- In a departure from its hallmark staffing setup, DoorDash will hire employees to do delivery work, the company announced Dec. 6.
- DoorDash is expanding its staffing model to pursue "ultra-fast delivery times" that require more structure and organization, the company said. The employees will fulfill on-demand DashMart deliveries, ferrying household items from stores to customers.
- Employees will be paid a starting wage of $15 per hour plus tips, DoorDash said. Qualifying workers will receive benefits including medical, dental and vision. They'll also get access to employee assistance programs, flexible spending accounts and commuter benefits.
The work DoorDash's delivery employees will do is "fundamentally different from dashing," the company said. "It requires individuals looking for a different type of work."
The employees, who will be hired by a DoorDash company called DashCorps, will complete deliveries, but they'll also spend time shelf-stocking, supporting customers and carrying out administrative work. Their work arrangement will mirror that of a traditional employee: "They'll work set schedules, working an average of around 20 hours per week, with many working full-time; wear uniforms; report to a manager; and use a new app designed specifically for their unique work."
DoorDash praised its new offering, commending its reliability, consistency and structure.
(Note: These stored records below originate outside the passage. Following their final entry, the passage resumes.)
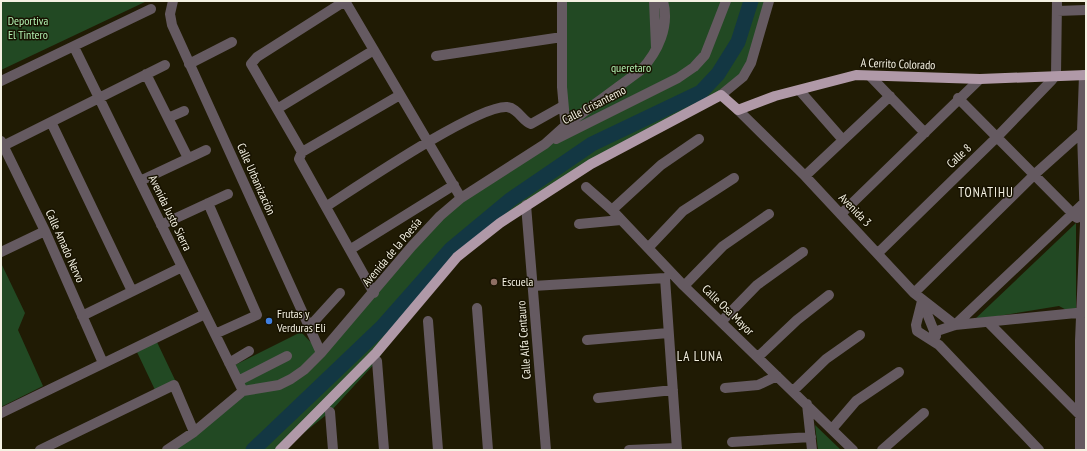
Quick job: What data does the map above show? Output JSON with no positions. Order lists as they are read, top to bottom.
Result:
{
  "streets": {
    "main road": ["A Cerrito Colorado"],
    "street": [
      "Calle Crisantemo",
      "Calle 8",
      "Calle Urbanización",
      "Avenida 3",
      "Avenida Justo Sierra",
      "Calle Amado Nervo",
      "Avenida de la Poesía",
      "Calle Osa Mayor",
      "Calle Alfa Centauro"
    ]
  },
  "crossings": [
    ["A Cerrito Colorado", "Calle 8"],
    ["A Cerrito Colorado", "Avenida 3"],
    ["Calle Crisantemo", "Avenida de la Poesía"],
    ["Calle 8", "Avenida 3"],
    ["Calle Urbanización", "Avenida de la Poesía"],
    ["Avenida Justo Sierra", "Avenida de la Poesía"]
  ],
  "districts": ["TONATIHU", "LA LUNA"],
  "parks": ["Deportiva El Tintero", "queretaro"],
  "places": ["Escuela", "Frutas y Verduras Eli"]
}
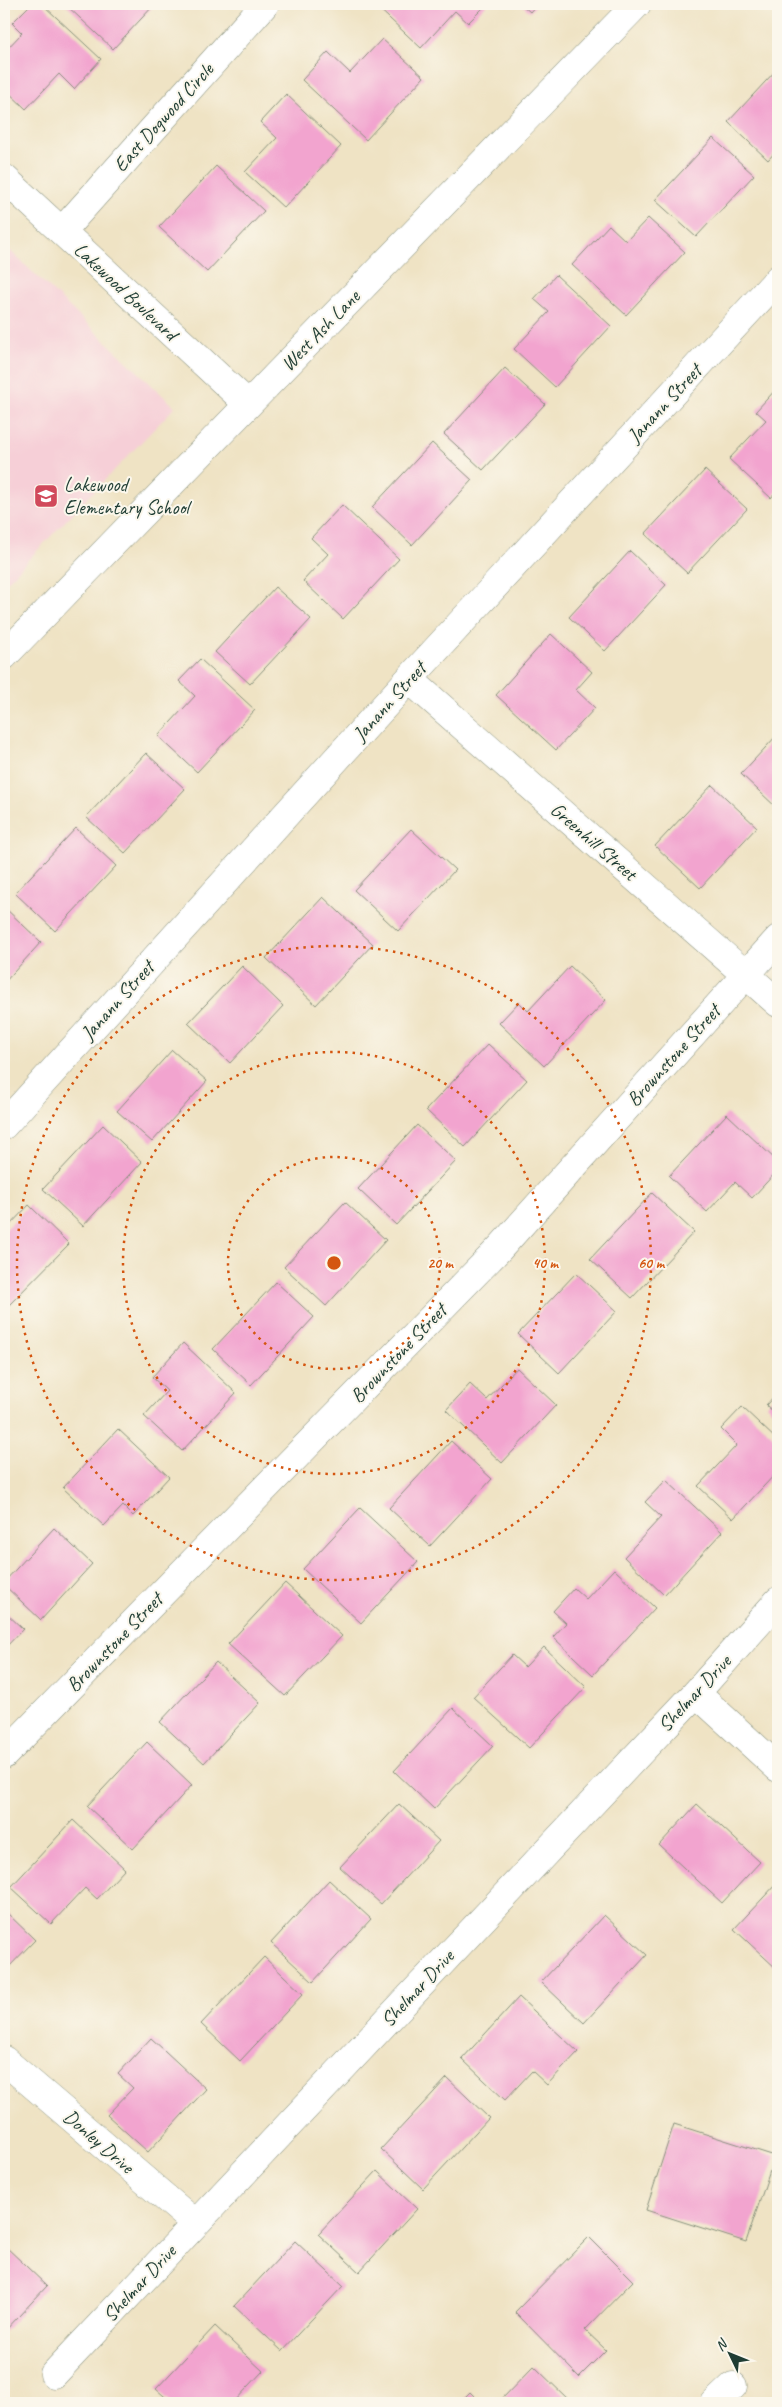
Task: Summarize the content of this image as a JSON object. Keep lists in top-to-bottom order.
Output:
{
  "streets": {
    "street": [
      "East Dogwood Circle",
      "Lakewood Boulevard",
      "West Ash Lane",
      "Janann Street",
      "Greenhill Street",
      "Brownstone Street",
      "Shelmar Drive",
      "Donley Drive"
    ]
  },
  "crossings": [
    ["East Dogwood Circle", "Lakewood Boulevard"],
    ["Lakewood Boulevard", "West Ash Lane"],
    ["Janann Street", "Greenhill Street"],
    ["Greenhill Street", "Brownstone Street"],
    ["Shelmar Drive", "Donley Drive"]
  ],
  "places": {
    "school or university": ["Lakewood Elementary School"]
  },
  "north": "top left",
  "rings": ["20 m", "40 m", "60 m"]
}
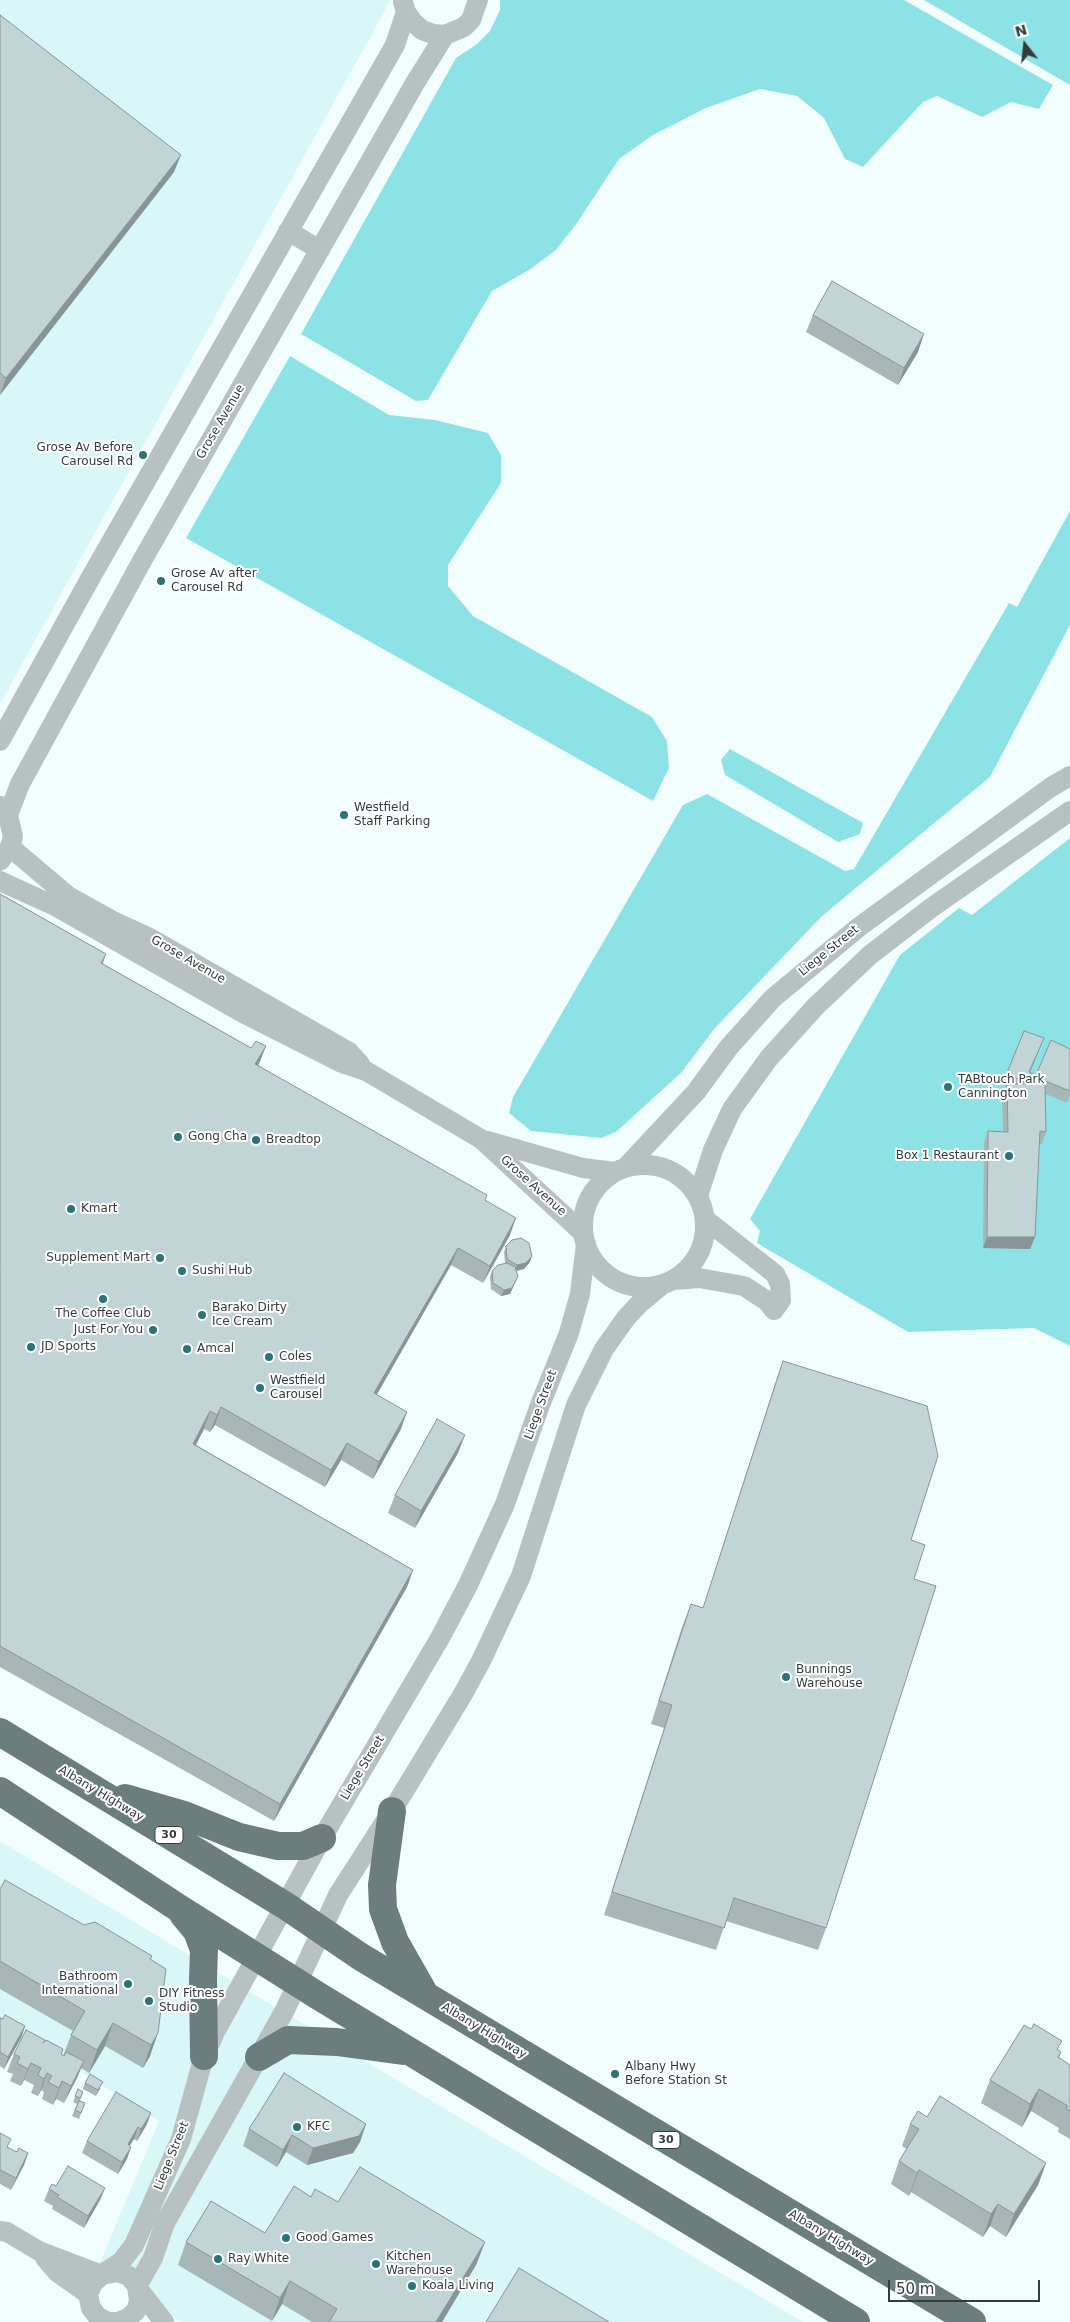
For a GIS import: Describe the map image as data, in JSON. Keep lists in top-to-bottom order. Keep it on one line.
{"streets":{"highway":["Albany Highway","30"],"street":["Grose Avenue","Liege Street"]},"crossings":[["Grose Avenue","Liege Street"],["Liege Street","Albany Highway"]],"places":["Grose Av Before Carousel Rd","Grose Av after Carousel Rd","Westfield Staff Parking","TABtouch Park Cannington","Gong Cha","Breadtop","Box 1 Restaurant","Kmart","Supplement Mart","Sushi Hub","The Coffee Club","Barako Dirty Ice Cream","Just For You","JD Sports","Amcal","Coles","Westfield Carousel","Bunnings Warehouse","Bathroom International","DIY Fitness Studio","Albany Hwy Before Station St","KFC","Good Games","Ray White","Kitchen Warehouse","Koala Living"],"scale_bar":"50 m","north":"top"}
But it defended its original staffing model: "...those who work as independent contractor Dashers on the DoorDash platform overwhelmingly value the flexibility to design their own schedule, enabling them to earn when, where, and for however long they want," the company said. "This flexibility is why 90% of Dashers nationwide say they want to remain independent contractors, and we're steadfastly committed to protecting and strengthening this independent work."
DoorDash is one of several companies fighting a battle over gig work in California. DoorDash, Uber, Postmates, Instacart and Lyft poured some $200 million into supporting Proposition 22 — a law that classifies drivers for delivery and rideshare companies as independent contractors, not employees. Prop 22 originally passed in November 2020, granting such companies a workaround to AB-5, a law that required employers to reclassify gig workers as employees. But a California judge overturned the proposition in August, ruling it unconstitutional.